Не удавалось ему и поработать. Хотя он взял с собой рукопись повести. Но в записную книжку заносил фразы, суждения, отрывки, позднее отозвавшиеся в повести «Три года», в рассказе «Дом с мезонином». В них прорывалось всё еще кипевшее «сахалинское прошлое». Среди прочих запись: «Желание служить общему благу должно непременно быть потребностью души, условием личного счастья; если же оно проистекает не отсюда, а из теоретических или иных соображений, то оно не то». Это мог быть и отзвук каких-то разговоров с Сувориным или супругами Мережковскими. Но проступало еще нечто, вероятно, связанное с впечатлениями от заграницы и с тем, что два года назад Чехов назвал чувством личной свободы. Именно здесь, в Италии, в Риме, появилась запись, тоже, может быть, эхо чьей-то реплики и его ответа.

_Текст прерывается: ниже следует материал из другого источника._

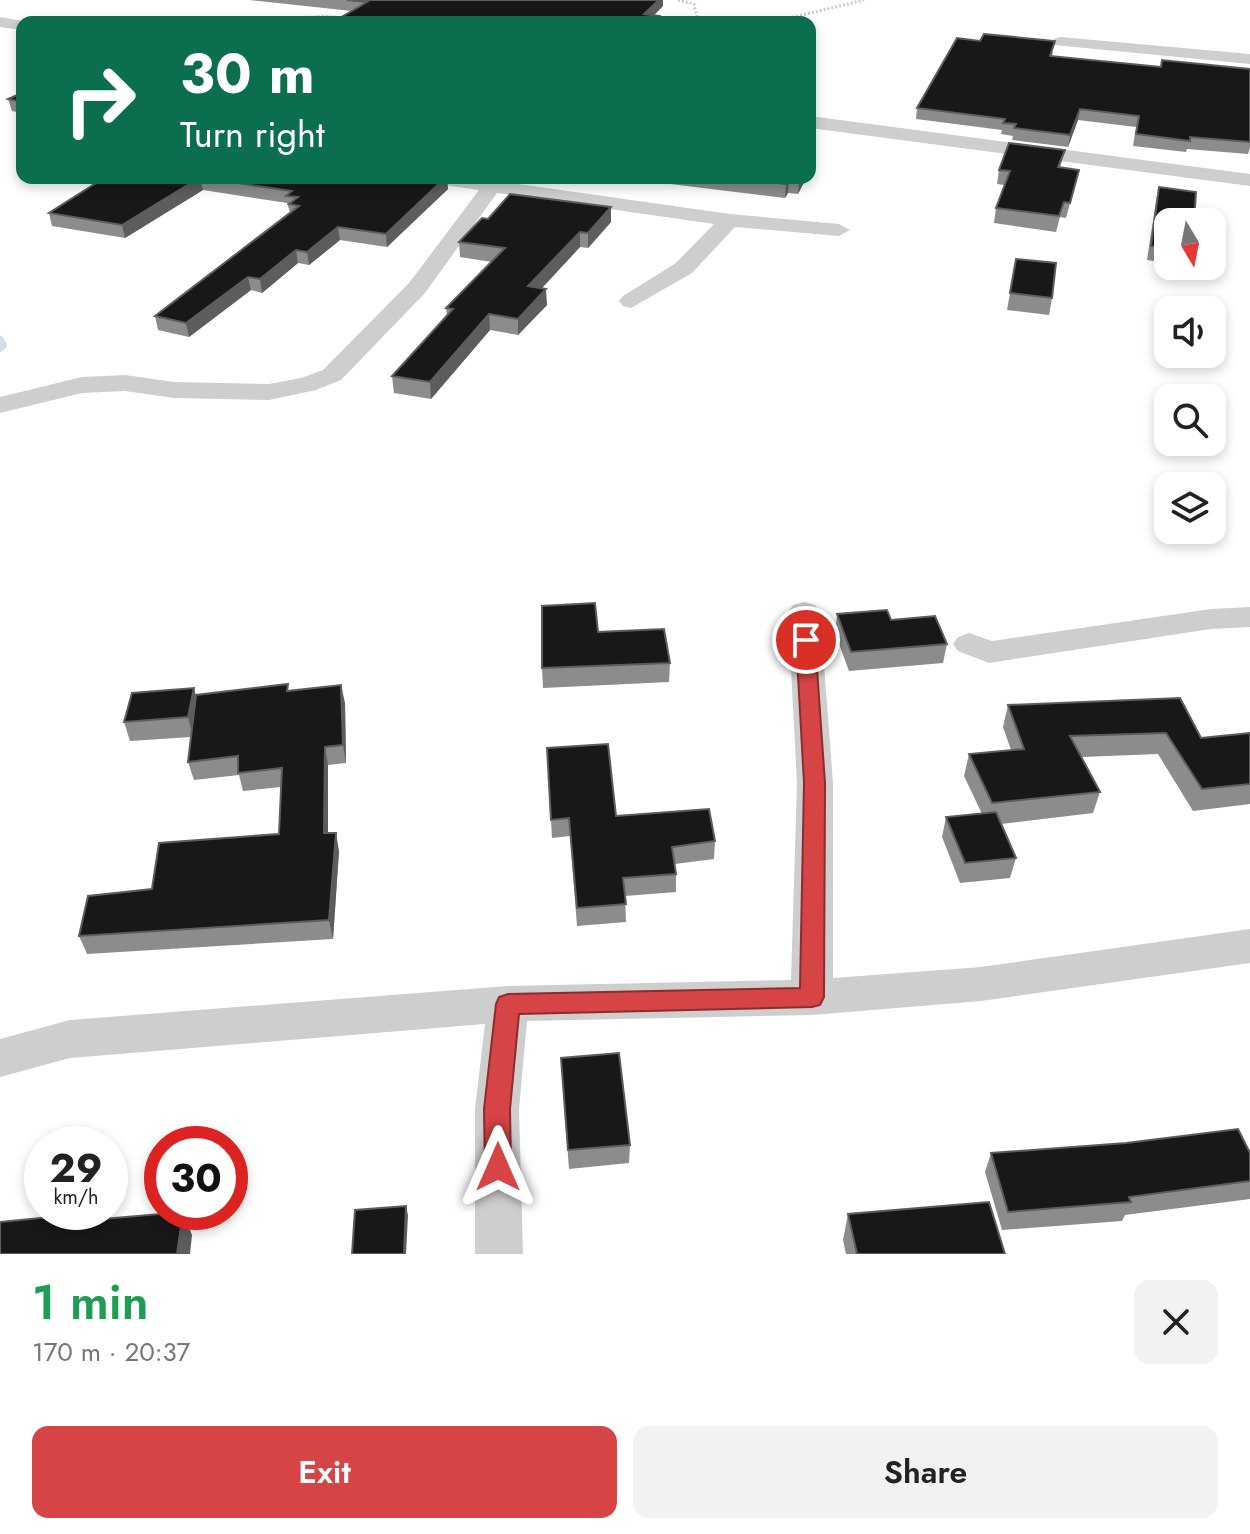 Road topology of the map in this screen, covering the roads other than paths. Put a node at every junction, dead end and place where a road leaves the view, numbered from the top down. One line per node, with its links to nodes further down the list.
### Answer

Запись сердитая и важная: «Кто глупее и грязнее нас, те народ [а мы не народ]. Администрация делит на податных и привилегированных…Но ни одно деление не годно, ибо все мы народ и все то лучшее, что мы делаем, есть дело народное».
Едва начались дожди, а Италия без солнца, по словам Чехова, «что лицо под маской», он заскучал. Письма родным свел к нескольким строчкам. Ни им, ни своим спутникам он не признавался, что болен. Усталость, напряженная программа («Замучился, бегаючи по музеям и церквам»; «Шатаясь по Ватикану, я зачах от утомления, а когда вернулся домой, то мне казалось, что мои ноги сделаны из ваты»), непогода и внутреннее недовольство едва не завершили путешествие Чехова.
В Ватикане, где путешественники опять встретились с Мережковскими, на их эмоциональные восторги Чехов ответил запомнившейся и возмутившей их шуткой: «А хорошо бы теперь, знаете, за город… да полежать на травке!» Эту фразу они охотно пересказывали, вернувшись в Россию, и вынесли приговор, как его запомнил один из современников: «Талант талантом, а душа купеческая». В общем — мещанин, плебей. Суворин тоже повторял эти слова Чехова, когда делился заграничными впечатлениями. Фраза пошла гулять по столице, наконец докатилась до Москвы. 27 мая Чехов возопил в письме Суворину: «Но желательно было бы знать, кто это старается, кто оповестил всю вселенную о том, что будто бы заграница мне не понравилась? Господи ты боже мой, никому я ни одним словом не заикнулся об этом. Мне даже Болонья понравилась. Что же я должен был делать? Реветь от восторга? Бить стекла? Обниматься с французами?»
Вопрос был риторический. Чехов знал, кто иронизировал над ним. Спустя годы он прямо написал Суворину, возвращаясь памятью к первому путешествию по Италии: «Я ее горячо люблю, хотя Вы и говорили Григоровичу, будто я лег на площади Св. Марка и сказал: „Хорошо бы теперь у нас в Московской] губернии на травке полежать!“ Ломбардия меня поразила, так что, мне кажется, я помню каждое дерево, а Венецию я вижу закрывши глаза».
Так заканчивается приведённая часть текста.